Trockene Lacken: Gefahr für viele Vogelarten

Die Lacken sind einzigartige Rast- und Brutplätze zahlreicher Wasser- und Watvögel. Nahrung ist für viele von ihnen nur im Wasser zu finden. „Besonders schlimm ist es, wenn die Lacken während der Brutzeit austrocknen. Ist sie schon davor trocken, können die Vögel immerhin ein anderes Brutgebiet aufsuchen. Langfristig bedeutet das aber, dass viele Vögel nicht mehr in unser Gebiet kommen um zu brüten. Für ein Vogelschutzgebiet von internationaler Bedeutung ist das dramatisch.

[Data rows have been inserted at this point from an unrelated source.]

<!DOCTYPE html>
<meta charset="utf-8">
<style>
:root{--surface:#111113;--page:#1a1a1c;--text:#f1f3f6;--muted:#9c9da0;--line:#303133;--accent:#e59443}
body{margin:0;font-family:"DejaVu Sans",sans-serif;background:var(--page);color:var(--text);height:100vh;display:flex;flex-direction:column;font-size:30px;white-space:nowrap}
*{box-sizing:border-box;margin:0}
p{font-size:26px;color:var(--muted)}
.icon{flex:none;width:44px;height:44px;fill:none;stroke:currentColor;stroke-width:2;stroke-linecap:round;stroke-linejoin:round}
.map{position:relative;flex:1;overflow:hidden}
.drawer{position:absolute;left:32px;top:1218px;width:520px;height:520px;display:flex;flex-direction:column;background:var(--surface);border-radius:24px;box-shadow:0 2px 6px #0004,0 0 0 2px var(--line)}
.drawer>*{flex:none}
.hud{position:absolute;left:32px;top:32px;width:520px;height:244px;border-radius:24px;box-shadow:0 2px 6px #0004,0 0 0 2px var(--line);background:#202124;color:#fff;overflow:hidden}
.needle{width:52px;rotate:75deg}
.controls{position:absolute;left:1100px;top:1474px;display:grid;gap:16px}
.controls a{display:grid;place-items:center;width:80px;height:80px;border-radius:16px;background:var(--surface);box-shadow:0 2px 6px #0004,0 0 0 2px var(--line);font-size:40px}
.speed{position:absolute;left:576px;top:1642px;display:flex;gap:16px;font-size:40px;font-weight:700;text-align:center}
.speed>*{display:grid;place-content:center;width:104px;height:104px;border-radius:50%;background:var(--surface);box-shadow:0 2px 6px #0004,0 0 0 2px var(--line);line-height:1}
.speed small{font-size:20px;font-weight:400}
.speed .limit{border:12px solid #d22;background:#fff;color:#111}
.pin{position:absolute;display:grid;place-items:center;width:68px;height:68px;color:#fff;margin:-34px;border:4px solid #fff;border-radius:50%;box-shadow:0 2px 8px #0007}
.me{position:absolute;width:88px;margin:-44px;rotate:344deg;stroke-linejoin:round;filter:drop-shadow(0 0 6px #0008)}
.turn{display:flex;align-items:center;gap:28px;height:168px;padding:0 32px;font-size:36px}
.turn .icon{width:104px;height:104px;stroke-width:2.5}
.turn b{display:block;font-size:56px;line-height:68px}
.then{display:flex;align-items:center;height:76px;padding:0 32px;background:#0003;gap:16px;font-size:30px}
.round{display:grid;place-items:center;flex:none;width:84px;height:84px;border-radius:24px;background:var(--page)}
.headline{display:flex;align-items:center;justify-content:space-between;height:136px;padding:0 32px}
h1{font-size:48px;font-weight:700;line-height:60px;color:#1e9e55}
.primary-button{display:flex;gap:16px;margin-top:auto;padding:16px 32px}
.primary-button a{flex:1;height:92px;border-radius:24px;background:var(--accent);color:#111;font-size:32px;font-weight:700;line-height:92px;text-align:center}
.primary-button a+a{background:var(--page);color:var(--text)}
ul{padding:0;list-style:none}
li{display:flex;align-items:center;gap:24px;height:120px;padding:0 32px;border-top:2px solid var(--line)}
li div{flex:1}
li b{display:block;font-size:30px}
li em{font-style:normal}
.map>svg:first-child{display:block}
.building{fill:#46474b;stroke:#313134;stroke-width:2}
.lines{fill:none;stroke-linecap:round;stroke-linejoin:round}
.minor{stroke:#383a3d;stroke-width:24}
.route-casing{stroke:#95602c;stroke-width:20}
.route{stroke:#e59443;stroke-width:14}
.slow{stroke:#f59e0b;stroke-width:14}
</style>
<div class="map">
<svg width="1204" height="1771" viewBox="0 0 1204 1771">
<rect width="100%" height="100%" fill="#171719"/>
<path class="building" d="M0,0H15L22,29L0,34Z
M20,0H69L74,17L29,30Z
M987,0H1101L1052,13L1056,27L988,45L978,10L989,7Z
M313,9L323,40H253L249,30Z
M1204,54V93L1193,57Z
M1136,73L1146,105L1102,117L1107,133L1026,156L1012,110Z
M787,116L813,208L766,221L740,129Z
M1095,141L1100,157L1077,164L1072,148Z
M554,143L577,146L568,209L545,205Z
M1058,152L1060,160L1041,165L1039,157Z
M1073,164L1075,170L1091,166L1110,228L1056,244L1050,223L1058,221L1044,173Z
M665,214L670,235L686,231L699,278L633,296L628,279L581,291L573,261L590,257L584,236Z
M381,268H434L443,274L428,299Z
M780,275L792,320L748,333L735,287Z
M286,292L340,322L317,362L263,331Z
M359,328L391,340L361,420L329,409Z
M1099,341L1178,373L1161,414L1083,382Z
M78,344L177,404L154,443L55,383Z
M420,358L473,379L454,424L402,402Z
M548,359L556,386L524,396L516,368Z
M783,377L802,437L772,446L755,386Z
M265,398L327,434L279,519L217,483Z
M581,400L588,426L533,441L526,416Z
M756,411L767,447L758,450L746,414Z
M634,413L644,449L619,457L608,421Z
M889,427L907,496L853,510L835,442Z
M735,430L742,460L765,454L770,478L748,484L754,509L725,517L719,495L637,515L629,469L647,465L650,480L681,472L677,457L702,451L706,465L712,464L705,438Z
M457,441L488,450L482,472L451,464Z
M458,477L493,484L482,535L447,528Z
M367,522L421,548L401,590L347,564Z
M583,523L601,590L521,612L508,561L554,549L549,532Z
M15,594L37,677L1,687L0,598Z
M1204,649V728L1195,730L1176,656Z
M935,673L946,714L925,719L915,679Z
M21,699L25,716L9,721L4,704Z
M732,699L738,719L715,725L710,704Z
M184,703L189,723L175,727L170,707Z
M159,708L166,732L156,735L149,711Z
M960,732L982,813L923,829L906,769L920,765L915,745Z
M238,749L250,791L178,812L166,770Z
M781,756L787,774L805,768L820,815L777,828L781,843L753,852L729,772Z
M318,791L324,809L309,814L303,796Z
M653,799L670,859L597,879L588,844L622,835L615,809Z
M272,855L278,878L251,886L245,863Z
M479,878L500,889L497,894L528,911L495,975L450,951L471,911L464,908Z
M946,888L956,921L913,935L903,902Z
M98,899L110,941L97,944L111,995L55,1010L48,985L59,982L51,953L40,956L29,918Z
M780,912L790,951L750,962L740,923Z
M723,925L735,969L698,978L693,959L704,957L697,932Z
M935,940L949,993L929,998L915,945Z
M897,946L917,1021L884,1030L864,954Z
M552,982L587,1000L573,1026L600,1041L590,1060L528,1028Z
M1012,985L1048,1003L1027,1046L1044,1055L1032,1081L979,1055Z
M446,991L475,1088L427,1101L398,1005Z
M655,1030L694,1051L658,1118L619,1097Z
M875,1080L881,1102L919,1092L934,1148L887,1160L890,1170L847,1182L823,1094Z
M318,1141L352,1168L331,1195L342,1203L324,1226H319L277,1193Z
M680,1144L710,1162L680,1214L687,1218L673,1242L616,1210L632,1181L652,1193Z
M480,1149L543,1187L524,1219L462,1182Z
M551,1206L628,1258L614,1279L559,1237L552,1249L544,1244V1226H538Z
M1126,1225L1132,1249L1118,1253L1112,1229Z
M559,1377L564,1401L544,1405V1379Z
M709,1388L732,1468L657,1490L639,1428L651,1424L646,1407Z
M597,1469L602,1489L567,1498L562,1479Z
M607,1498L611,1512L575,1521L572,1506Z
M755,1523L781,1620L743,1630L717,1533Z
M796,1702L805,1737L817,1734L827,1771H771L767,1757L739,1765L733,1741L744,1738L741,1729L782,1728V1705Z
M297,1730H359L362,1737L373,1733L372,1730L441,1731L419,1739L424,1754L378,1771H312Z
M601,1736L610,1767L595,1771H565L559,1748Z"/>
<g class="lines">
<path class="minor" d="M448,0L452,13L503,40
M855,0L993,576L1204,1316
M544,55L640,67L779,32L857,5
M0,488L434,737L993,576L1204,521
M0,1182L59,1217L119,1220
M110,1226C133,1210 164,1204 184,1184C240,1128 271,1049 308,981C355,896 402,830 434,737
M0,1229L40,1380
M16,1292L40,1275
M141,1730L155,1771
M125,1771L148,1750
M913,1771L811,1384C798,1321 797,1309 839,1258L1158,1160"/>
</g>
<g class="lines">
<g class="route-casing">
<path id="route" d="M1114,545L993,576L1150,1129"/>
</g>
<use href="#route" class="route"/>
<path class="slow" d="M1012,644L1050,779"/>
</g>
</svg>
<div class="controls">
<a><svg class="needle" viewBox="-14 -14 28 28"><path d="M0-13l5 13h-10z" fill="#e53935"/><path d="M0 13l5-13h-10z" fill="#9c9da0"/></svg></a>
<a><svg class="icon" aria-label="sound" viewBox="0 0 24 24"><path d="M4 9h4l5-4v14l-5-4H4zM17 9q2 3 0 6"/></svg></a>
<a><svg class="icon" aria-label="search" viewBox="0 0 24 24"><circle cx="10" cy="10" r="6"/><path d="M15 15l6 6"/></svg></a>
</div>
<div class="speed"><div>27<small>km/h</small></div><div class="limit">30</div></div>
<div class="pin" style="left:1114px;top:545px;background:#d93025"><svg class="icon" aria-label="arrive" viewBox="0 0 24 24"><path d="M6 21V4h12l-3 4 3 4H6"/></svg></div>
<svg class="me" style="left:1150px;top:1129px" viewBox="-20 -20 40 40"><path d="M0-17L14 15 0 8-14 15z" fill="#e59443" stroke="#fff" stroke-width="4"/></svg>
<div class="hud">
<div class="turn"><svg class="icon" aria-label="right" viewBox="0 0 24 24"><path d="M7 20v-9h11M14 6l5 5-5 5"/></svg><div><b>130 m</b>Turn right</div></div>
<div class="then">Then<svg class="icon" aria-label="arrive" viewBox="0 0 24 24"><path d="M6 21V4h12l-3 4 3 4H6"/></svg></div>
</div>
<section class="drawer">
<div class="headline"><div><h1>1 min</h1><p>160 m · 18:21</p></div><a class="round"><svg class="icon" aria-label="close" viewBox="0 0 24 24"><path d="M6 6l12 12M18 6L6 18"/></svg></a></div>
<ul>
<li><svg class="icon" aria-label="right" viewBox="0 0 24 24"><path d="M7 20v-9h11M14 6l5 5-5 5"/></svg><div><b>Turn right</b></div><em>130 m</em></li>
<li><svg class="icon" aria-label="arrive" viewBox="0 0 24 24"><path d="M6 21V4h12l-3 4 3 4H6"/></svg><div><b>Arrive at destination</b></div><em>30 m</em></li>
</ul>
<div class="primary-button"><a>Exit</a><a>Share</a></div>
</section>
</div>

Die Zählungen, die BirdLife seit 20 Jahren für den Nationalpark durchführt, zeigen bei manchen Arten Bestandseinbrüche von zehn bis 30 Prozent, es fehlen tausende Vögel. Weiters sind die Zugwege und Etappen der Vögel ja auf diesen Rastplatz seit Jahrzehnten ausgelegt. Wenn sie hier keinen geeigneten Lebensraum mehr finden, verliert der Seewinkel auch als Rastplatz an Bedeutung“, so der Biologe Leander Khil.